Systematische Ermordung
Im Generalbezirk Weißruthenien begann die systematische Ermordung der Roma ebenfalls 1942, hauptsächlich durchgeführt von der Sicherheitspolizei. In einigen Fällen gaben die Lokalbehörden den Hinrichtungsbefehl, der üblicherweise von der Gendarmerie oder der örtlichen Hilfspolizei ausgeführt wurde. In Vilejka, Kleck und Gorodišče wurden Roma und Juden gleichzeitig hingerichtet, in Snov gingen die Roma den Juden ins Massengrab voran.
Verglichen mit den anderen Teilen des RKO hatte der Generalbezirk Weißruthenien die höchste Todesrate. Dies mag kein Zufall sein, war Weißrussland insgesamt doch ein Zentrum der Partisanenbewegung – und rief damit auch entsprechende »Sicherheitsbedenken« hervor. Wie vom Höheren SS- und Polizeiführer für Russland-Mitte und Weißruthenien, Curt von Gottberg, angeordnet, wurden Roma und Juden von SS- und Militäreinheiten en masse in größeren Operationen gegen Partisan_innen getötet. Derlei Operationen fanden in allen Teilen des besetzten Weißrusslands statt.

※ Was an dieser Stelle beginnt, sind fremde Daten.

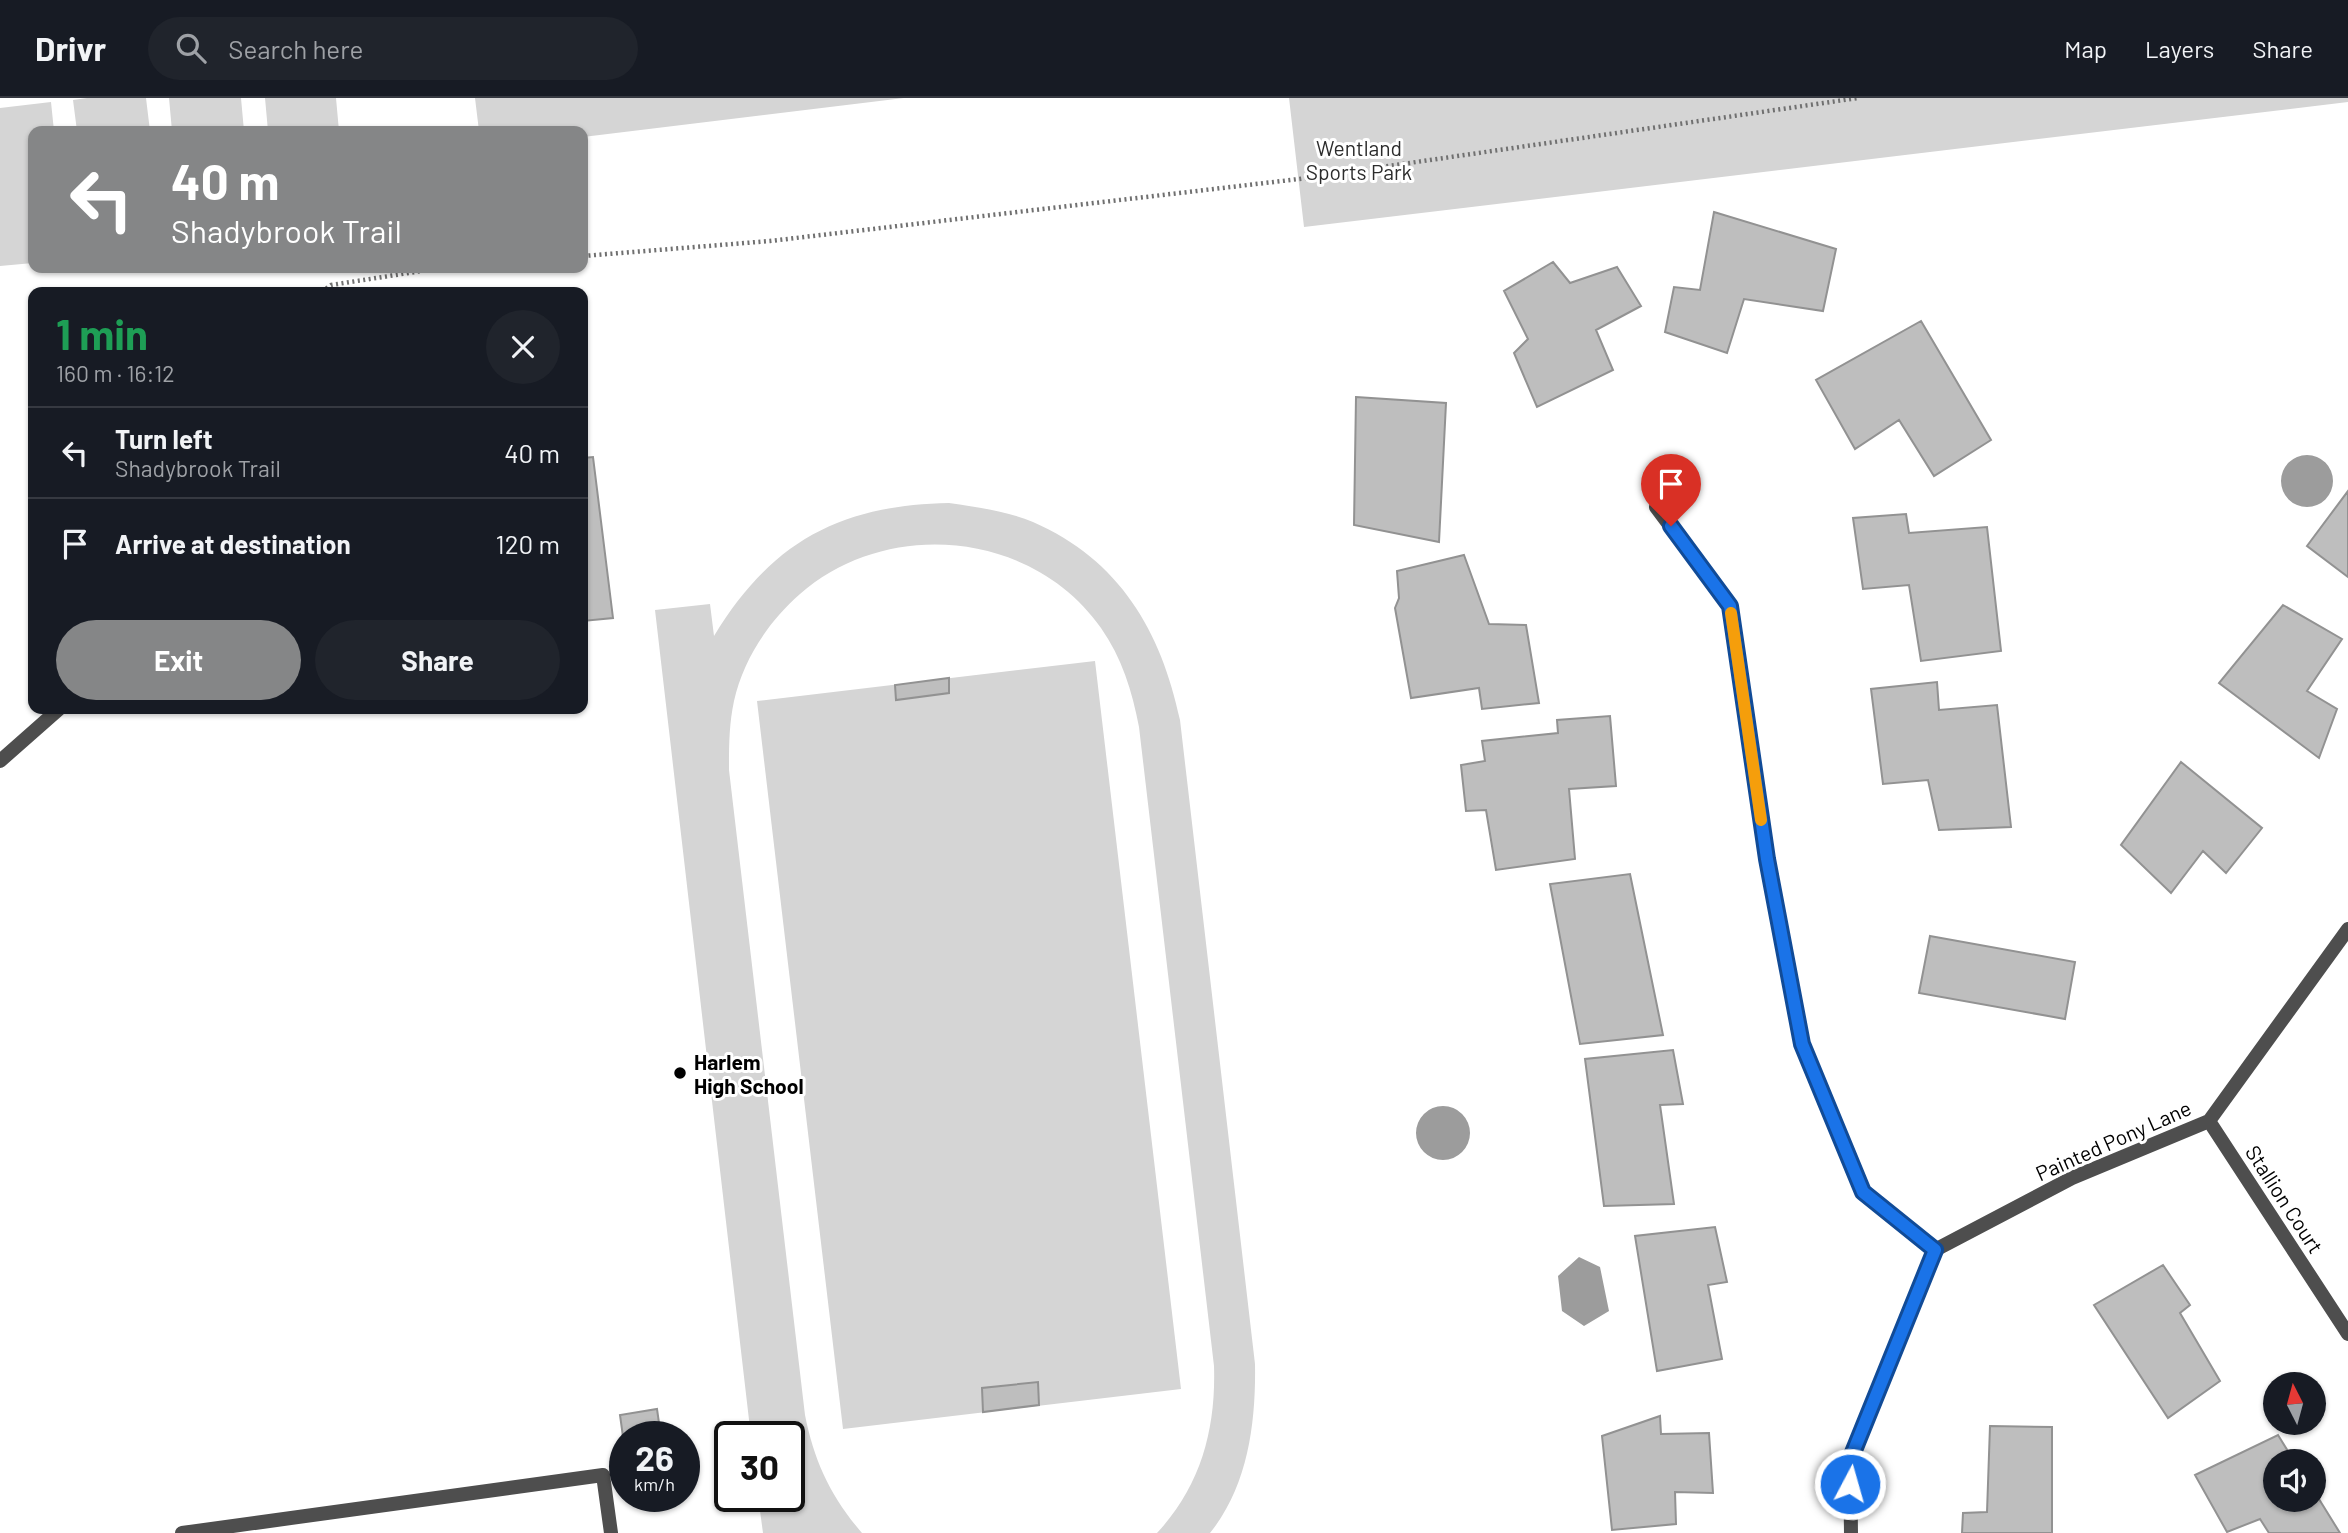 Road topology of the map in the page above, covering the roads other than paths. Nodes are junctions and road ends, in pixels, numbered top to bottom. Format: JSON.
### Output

Folgt man Christian Gerlachs Schätzung, so ermordeten die Deutschen im besetzten Weißrussland nicht weniger als 3.000 Roma. Es ist jedoch möglich, dass die tatsächliche Zahl der Opfer noch höher liegt.
Wenige Monumente
Die Außerordentliche Staatliche Kommission untersuchte einige Fälle von Nazi-Gräueltaten gegen Roma. In den sowjetischen Nachkriegsprozessen spielten diese Fälle jedoch eine untergeordnete Rolle. Dasselbe gilt für das offizielle Gedenken – auch wenn sich im heutigen Weißrussland drei Mahnmale finden, die den Opfern der Roma gewidmet sind.